The Me Generation never quite grasped that the ultimate purpose of life is to be of service to others.
We were too busy looking out for No. 1. Our mantra was: what’s in it for me. That philosophy proved to be a short cut to a wasteland that prompted many to pray for something more, something more that a new house, a new car, a new TV, a new relationship.
We forgot the old truth that the more we give, the more we get. We can’t give billions like Bill Gates or Warren Buffet, or use fame like Bono or Oprah Winfrey, but we can give ourselves.
Jesus said the widow who donated two mites to the temple gave more than the rich because it was all she had.
When society “evolved” into more complexity, we lost our simple sense of connection, of belonging to a bigger whole.
People used to belong to the community. They operated on the principle of the greater good, up to the point that, in some societies, the old wandered off to die when they could no longer contribute.
“I am of the opinion that my life belongs to the whole community and as long as I live it is my privilege to do for it whatever I can,” said George Bernard Shaw. “I want to be thoroughly used up when I die.”
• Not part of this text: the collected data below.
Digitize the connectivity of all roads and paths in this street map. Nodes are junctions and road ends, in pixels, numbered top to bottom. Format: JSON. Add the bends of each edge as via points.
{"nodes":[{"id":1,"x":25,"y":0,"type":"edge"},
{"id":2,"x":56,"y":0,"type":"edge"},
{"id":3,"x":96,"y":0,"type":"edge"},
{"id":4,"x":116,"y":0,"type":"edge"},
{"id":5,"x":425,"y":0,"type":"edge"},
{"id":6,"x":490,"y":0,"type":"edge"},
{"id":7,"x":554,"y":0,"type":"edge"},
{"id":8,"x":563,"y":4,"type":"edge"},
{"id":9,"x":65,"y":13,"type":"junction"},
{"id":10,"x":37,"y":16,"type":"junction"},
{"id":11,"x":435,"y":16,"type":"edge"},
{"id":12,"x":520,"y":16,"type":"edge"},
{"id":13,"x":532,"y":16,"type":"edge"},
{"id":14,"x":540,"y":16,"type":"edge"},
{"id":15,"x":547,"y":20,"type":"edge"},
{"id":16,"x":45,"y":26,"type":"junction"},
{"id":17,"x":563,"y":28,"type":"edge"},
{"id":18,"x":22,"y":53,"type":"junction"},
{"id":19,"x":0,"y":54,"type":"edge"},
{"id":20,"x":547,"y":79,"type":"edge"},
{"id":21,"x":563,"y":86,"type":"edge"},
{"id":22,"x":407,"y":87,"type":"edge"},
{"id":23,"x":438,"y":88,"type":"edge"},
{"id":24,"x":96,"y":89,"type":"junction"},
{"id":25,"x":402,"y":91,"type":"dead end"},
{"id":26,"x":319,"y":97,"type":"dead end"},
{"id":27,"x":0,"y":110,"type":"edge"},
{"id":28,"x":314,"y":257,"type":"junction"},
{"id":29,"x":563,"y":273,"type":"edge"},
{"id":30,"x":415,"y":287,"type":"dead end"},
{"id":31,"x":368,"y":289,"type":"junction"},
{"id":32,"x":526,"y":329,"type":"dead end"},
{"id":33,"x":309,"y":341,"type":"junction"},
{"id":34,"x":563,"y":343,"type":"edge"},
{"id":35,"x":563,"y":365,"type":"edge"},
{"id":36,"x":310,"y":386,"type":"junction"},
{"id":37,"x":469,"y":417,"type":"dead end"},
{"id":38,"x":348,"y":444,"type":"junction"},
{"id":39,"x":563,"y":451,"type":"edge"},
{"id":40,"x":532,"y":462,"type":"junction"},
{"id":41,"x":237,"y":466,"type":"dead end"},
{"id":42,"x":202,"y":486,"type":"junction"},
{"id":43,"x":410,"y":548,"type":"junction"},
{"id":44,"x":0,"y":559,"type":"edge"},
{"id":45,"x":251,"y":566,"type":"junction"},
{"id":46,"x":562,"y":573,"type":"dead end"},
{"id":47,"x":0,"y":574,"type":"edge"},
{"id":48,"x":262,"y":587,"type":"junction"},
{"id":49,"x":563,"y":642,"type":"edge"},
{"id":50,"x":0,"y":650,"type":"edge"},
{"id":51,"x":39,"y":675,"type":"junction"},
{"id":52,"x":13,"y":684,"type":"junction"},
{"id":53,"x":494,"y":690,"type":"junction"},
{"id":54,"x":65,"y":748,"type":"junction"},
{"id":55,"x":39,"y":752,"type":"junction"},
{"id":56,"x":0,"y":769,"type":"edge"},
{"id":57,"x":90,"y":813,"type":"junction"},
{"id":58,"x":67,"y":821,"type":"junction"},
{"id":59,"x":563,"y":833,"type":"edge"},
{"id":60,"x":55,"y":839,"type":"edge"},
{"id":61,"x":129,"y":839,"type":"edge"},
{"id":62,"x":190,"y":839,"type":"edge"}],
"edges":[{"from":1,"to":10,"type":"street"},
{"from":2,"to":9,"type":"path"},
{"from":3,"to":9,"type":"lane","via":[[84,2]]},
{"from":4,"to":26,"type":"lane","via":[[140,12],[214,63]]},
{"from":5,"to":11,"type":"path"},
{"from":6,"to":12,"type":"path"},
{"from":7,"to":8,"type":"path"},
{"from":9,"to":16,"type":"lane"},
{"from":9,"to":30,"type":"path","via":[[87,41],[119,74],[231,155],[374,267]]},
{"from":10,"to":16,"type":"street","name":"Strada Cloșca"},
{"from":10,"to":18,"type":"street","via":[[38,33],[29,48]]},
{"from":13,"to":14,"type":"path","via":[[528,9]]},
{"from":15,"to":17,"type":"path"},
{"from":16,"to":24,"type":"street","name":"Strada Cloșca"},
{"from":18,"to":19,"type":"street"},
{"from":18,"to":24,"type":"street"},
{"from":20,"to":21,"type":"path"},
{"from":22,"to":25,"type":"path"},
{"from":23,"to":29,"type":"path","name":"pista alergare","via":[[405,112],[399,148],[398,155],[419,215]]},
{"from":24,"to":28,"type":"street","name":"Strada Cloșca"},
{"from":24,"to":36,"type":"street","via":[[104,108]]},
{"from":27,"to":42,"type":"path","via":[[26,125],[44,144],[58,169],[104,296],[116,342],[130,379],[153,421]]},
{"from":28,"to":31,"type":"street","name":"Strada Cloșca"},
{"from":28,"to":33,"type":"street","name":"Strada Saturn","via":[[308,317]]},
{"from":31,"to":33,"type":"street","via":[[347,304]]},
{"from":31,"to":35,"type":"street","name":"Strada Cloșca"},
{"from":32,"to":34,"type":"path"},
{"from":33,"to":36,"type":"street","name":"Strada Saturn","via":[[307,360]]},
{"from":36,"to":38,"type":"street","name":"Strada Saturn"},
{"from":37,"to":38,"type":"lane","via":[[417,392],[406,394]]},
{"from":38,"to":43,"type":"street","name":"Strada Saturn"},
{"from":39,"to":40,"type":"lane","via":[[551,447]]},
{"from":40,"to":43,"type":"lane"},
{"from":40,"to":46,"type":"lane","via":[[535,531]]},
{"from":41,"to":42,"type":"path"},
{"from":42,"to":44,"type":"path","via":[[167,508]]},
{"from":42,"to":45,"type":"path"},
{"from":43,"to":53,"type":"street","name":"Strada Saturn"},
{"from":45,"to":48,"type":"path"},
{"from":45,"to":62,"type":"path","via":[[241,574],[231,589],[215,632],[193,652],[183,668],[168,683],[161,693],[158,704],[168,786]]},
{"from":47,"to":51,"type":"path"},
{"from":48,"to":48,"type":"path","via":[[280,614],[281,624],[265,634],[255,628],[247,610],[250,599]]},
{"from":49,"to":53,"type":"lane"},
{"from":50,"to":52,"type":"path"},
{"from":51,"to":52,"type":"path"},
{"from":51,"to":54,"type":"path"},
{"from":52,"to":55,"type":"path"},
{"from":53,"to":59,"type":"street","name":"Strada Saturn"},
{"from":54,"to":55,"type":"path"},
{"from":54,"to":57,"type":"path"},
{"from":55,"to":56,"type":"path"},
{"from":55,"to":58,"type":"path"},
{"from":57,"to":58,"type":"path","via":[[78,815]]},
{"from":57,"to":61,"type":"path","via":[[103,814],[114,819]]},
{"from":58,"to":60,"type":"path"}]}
Motivational guru Wayne Dyer said he spent hours in mediation before a lecture repeating one phrase: “How may I serve?”
At some point, whether it is after one drink too many, seeing our kids leave home, or during some personal catastrophe, we ask, again, why we’re here.
The answer is different for all of us, but we know it isn’t to see who gets the fastest car, has the biggest bank account or goes on the most exotic vacation. He who has the most toys doesn’t win.
The answer will inevitably be about service and making the world a better place.
We find we don’t want to emulate the sports hero who signed a multi-million deal or the celluloid celebrity who checked into rehab, again. We want to be more like the people who influenced us: people who move the world forward and help raise the consciousness of the planet.
We want to be like the Dalai Lama, Mother Teresa, Martin Luther King, Winston Churchill, Thomas Edison, Mahatma Gandhi….
While we lack their stature and spiritual development, we can change the world on a smaller scale, one act of service at a time. It could be shovelling the driveway for a neighbour, helping someone get her car out of a ditch, or going door to door for the cancer society.
We’re too old to be boy scouts, but we can still practise their philosophy.
We can become committed community volunteers, the oil that makes society run. “Hands that help are holier than lips that pray,” said Sathya Sai Baba.
One act of kindness can change someone’s life and start a butterfly effect that improves the world. A guaranteed way to lift ourselves out of any foul mood or depression is to help another.
During biblical times, Roman law required a Jew to carry a soldier’s belonging for one mile; Jesus took it one step further and suggested that when something is demanded of us, we go the extra mile, to give more than is asked.
No human law requires us to help others, or to go the first mile, but the law of attraction gives back what we put out. When we say yes to the universe, it echoes back that refrain.
“He is great who confers the most benefits," Ralph Waldo Emerson writes in On Compensation. “He is base —and that is the one base thing in the universe — to receive favours and render none.”
Giving and being of service helps us grow toward what Karlfried Graf Durckheim, a German psychotherapist and spiritual master, called being transparent to transcendence, aligning ourselves with the flow of life.
It doesn’t end by giving — whether it’s a loonie to a panhandler or $1,000 to the food bank — but it’s a good place to start.
“You will gain far more than you give,” said D. Hamilton Simon-Jones, director of Community Service at Tulane University. “You will be taught about courage, perseverance, culture and strength. You will be taught about power, politics and society.
"You will be taught about yourself — your limits, your faith, your outlook, your needs, and if you are fortunate, you will be taught about where your passions lie, you will think about who you are and why you live the way you do.”
Leo Tolstoy died before Simon-Jones was born, but he proved the validity of that statement. Tolstoy had more than most of us even fantasize about. He was rich, he was famous and was regarded as the greatest novelist of his time. He had such an influence on Gandhi that he chose non-violence as the way to free India from the English.
But even with everything, Tolstoy plunged into a mid-life crisis that lasted years — which he chronicled in A Confession — and contemplated suicide just about every day. He finally found solace by converting to a life of spirituality and rendering service to others.
“The vocation of every man and woman is to serve other people,” he wrote.
If we go into the silence and ask ourselves what our purpose is, the answer is more likely a reminder that we are all connected and that by helping others, we help humanity evolve.
Norman MacEwan put service into a poetic perspective. “Happiness is not so much in having as sharing. We make a living by what we get, but we make a life by what we give.”